[Collection entries]
BEGIN

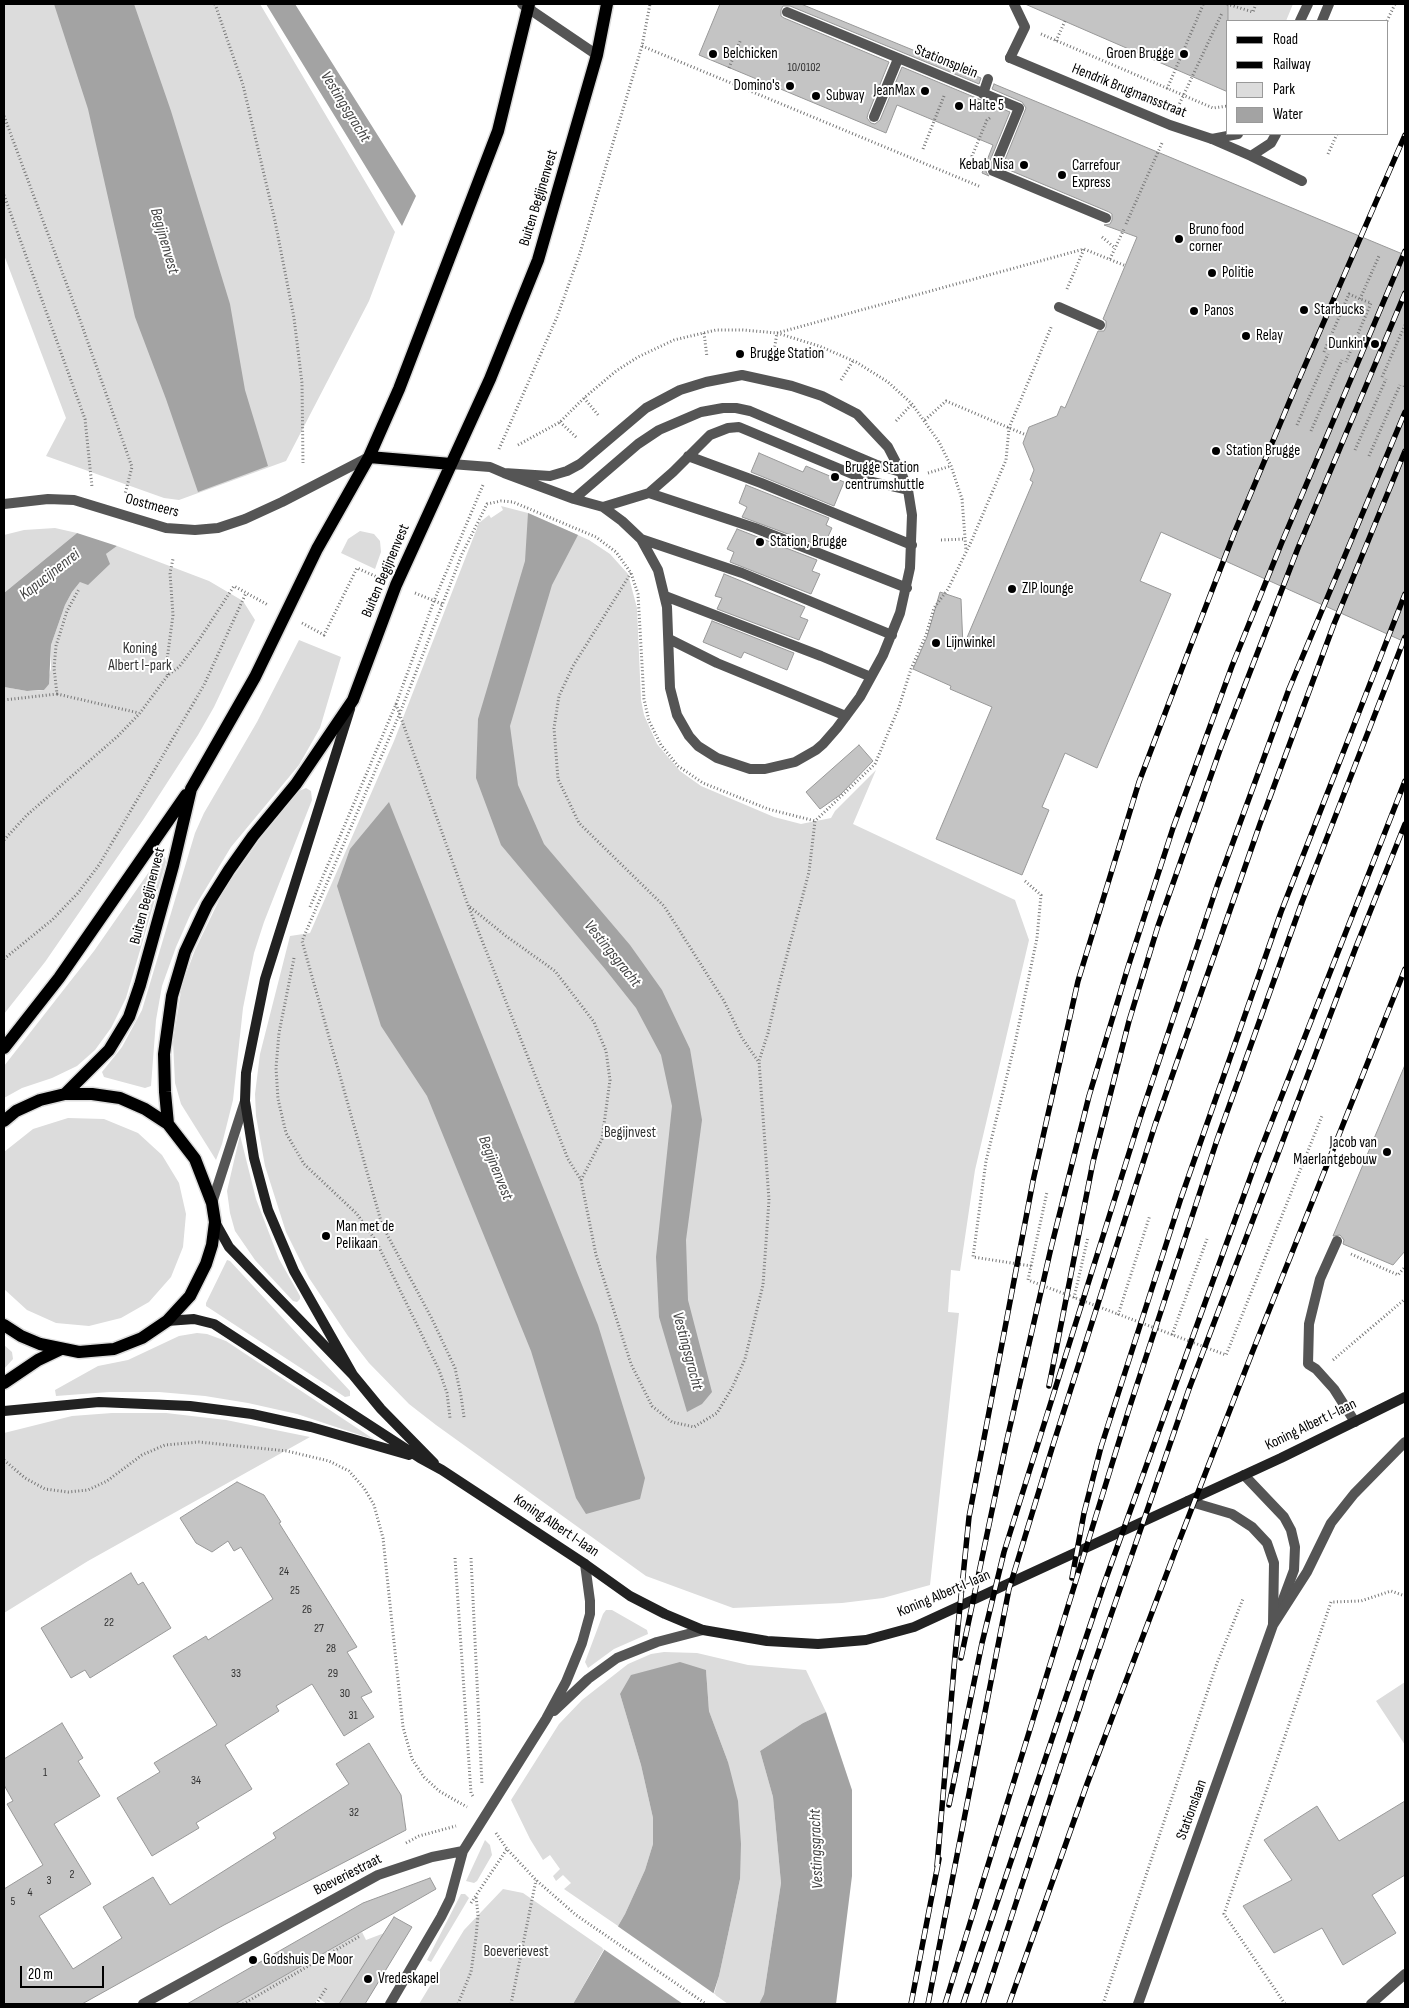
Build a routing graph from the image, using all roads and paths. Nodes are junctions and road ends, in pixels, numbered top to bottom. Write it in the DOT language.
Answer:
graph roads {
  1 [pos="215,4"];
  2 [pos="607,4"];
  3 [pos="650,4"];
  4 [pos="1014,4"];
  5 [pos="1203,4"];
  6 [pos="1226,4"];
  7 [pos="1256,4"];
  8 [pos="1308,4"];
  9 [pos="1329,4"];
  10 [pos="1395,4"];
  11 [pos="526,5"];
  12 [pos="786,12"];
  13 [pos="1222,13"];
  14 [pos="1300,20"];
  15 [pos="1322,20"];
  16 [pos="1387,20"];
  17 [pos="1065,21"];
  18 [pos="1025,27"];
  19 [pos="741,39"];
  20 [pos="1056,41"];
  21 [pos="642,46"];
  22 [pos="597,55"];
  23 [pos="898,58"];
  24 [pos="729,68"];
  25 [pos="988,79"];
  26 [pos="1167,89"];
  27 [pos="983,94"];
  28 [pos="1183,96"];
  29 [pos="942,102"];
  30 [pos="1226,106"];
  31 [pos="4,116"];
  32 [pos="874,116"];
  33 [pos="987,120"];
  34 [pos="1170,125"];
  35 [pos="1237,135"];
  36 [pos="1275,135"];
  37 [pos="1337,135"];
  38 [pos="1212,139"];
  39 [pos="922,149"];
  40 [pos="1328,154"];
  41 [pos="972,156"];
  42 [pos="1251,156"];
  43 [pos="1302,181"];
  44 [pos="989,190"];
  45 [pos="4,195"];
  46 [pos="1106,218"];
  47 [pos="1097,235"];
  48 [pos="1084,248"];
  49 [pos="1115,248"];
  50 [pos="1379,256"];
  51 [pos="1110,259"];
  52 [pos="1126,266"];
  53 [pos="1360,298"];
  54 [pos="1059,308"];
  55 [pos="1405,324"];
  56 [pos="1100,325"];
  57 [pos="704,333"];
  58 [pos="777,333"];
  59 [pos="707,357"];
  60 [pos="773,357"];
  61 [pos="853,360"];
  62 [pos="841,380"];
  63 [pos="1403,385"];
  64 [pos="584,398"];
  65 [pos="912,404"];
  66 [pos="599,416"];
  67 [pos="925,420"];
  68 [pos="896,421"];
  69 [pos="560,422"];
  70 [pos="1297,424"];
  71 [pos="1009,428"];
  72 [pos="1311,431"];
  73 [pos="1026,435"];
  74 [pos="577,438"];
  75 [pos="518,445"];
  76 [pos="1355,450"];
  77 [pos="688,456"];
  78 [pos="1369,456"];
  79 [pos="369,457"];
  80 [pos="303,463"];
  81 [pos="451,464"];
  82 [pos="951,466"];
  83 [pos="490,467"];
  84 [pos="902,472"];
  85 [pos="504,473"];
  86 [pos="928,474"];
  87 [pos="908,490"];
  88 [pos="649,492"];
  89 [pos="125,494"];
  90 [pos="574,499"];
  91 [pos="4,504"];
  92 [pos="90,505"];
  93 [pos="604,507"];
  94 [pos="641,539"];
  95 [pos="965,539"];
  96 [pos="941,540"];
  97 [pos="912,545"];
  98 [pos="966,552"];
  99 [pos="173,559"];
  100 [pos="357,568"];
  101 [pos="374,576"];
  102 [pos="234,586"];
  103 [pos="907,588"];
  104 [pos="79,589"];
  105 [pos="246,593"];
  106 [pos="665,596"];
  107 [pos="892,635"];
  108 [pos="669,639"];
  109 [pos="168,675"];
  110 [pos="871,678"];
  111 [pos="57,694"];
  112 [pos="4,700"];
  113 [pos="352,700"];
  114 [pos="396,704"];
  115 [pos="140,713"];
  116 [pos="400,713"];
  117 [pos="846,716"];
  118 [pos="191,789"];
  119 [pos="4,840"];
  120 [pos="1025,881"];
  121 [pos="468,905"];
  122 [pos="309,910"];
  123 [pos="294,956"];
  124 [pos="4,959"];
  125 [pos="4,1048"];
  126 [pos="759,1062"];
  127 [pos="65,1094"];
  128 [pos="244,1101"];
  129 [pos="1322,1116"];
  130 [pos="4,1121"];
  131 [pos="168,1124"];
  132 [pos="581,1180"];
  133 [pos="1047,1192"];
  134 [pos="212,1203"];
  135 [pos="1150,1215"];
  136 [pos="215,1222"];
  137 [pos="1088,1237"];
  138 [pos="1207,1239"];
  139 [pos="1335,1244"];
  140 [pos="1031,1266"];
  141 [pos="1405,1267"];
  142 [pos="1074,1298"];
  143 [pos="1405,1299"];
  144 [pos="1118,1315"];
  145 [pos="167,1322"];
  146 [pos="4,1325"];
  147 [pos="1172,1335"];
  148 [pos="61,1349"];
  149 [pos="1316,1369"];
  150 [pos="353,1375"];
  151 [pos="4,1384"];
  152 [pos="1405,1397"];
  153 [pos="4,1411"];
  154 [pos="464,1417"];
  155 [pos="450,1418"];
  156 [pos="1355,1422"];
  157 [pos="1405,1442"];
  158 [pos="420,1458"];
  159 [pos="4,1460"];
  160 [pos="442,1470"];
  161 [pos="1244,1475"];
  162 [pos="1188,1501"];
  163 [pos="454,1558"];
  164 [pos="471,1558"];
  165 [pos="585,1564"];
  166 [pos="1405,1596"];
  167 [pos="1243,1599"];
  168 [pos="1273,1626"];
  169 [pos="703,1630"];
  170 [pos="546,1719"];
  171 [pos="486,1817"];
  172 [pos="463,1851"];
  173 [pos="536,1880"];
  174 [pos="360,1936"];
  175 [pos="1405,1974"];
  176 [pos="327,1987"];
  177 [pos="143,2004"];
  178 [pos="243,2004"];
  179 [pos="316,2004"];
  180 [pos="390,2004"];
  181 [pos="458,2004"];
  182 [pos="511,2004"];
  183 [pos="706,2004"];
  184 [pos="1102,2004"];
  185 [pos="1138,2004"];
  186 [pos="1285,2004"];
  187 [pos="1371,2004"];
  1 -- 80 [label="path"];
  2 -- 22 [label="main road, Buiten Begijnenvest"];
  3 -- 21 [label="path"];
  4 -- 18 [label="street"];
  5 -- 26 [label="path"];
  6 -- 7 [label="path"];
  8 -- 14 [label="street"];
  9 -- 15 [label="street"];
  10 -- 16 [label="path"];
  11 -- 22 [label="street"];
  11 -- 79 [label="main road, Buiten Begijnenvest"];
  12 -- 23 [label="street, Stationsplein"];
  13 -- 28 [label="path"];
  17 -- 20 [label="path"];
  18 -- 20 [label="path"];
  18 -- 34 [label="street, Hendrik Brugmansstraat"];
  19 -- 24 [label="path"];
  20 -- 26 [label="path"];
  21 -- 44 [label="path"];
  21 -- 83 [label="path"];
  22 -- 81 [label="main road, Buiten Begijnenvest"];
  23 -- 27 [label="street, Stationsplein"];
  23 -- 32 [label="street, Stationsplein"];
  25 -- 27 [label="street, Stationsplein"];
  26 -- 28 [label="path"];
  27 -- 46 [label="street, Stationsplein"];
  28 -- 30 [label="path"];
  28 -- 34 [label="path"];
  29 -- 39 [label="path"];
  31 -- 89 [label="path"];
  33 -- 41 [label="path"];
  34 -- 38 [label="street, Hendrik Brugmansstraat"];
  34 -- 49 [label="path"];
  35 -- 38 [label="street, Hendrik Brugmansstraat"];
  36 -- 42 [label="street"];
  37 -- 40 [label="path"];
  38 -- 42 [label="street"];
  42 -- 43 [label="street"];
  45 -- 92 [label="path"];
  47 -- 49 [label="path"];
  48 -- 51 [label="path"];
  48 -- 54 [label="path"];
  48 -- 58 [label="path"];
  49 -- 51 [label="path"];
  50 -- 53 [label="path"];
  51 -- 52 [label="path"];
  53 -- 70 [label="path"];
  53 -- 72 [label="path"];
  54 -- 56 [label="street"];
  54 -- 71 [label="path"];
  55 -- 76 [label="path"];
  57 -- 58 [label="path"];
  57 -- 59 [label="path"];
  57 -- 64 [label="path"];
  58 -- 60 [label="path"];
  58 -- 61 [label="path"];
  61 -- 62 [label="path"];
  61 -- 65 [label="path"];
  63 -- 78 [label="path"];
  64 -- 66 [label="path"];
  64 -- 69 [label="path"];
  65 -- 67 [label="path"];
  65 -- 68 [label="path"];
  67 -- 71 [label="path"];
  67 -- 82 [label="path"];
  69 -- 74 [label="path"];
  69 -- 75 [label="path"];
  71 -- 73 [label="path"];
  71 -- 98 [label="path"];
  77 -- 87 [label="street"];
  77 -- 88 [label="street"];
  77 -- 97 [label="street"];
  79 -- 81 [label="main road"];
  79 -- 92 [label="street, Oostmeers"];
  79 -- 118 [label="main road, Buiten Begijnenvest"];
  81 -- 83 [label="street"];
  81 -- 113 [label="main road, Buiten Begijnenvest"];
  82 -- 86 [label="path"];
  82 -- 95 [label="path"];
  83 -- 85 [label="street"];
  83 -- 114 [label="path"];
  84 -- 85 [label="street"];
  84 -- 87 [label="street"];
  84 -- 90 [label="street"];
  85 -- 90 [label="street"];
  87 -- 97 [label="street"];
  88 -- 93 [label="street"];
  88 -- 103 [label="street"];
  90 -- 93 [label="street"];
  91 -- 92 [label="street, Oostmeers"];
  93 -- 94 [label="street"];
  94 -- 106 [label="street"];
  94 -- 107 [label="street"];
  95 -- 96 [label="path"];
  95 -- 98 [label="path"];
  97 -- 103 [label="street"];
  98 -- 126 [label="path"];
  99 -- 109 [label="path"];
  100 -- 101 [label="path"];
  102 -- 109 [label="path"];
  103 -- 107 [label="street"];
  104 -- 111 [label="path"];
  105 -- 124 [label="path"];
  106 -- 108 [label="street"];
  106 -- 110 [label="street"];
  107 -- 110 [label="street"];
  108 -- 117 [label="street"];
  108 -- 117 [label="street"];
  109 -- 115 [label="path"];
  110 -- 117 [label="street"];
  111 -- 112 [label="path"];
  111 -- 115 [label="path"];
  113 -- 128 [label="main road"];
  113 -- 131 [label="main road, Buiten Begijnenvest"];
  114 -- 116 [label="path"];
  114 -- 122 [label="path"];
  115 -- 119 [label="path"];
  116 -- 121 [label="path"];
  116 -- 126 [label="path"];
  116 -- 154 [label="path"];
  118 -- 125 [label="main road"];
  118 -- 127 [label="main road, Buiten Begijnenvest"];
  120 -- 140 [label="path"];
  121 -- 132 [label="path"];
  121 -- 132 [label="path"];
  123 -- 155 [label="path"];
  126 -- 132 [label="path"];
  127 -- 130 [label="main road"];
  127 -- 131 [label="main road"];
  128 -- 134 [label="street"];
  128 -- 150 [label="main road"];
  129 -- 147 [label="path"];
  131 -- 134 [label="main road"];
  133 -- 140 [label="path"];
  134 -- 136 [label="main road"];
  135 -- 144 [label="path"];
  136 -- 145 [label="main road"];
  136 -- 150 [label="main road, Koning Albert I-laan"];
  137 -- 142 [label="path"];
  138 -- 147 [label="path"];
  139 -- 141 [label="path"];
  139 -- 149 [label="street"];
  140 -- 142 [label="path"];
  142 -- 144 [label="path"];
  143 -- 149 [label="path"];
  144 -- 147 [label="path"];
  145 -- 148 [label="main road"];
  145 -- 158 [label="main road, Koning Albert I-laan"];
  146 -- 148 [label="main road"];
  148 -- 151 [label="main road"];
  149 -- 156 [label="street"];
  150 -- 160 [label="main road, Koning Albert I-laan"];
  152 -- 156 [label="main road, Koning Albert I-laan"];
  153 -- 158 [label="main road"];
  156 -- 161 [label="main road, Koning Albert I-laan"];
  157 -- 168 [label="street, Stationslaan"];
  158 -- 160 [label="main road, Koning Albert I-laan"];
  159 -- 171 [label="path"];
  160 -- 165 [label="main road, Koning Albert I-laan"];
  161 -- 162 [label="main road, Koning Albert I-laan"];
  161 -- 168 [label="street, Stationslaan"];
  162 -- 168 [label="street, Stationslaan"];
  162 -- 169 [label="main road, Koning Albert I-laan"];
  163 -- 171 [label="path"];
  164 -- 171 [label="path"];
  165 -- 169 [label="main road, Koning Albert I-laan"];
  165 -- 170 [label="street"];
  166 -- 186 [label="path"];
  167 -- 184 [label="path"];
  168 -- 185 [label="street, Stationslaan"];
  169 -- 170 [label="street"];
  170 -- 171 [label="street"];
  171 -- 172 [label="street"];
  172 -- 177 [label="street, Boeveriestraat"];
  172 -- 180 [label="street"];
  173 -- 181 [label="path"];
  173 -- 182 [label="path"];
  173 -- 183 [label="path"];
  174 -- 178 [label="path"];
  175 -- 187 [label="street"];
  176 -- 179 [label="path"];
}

END

* _WHAT YOU WILL DO_
If a line in the entries contains "Oostmeers", copy it.

* _SOLUTION TO THIS PROBLEM_
  79 -- 92 [label="street, Oostmeers"];
  91 -- 92 [label="street, Oostmeers"];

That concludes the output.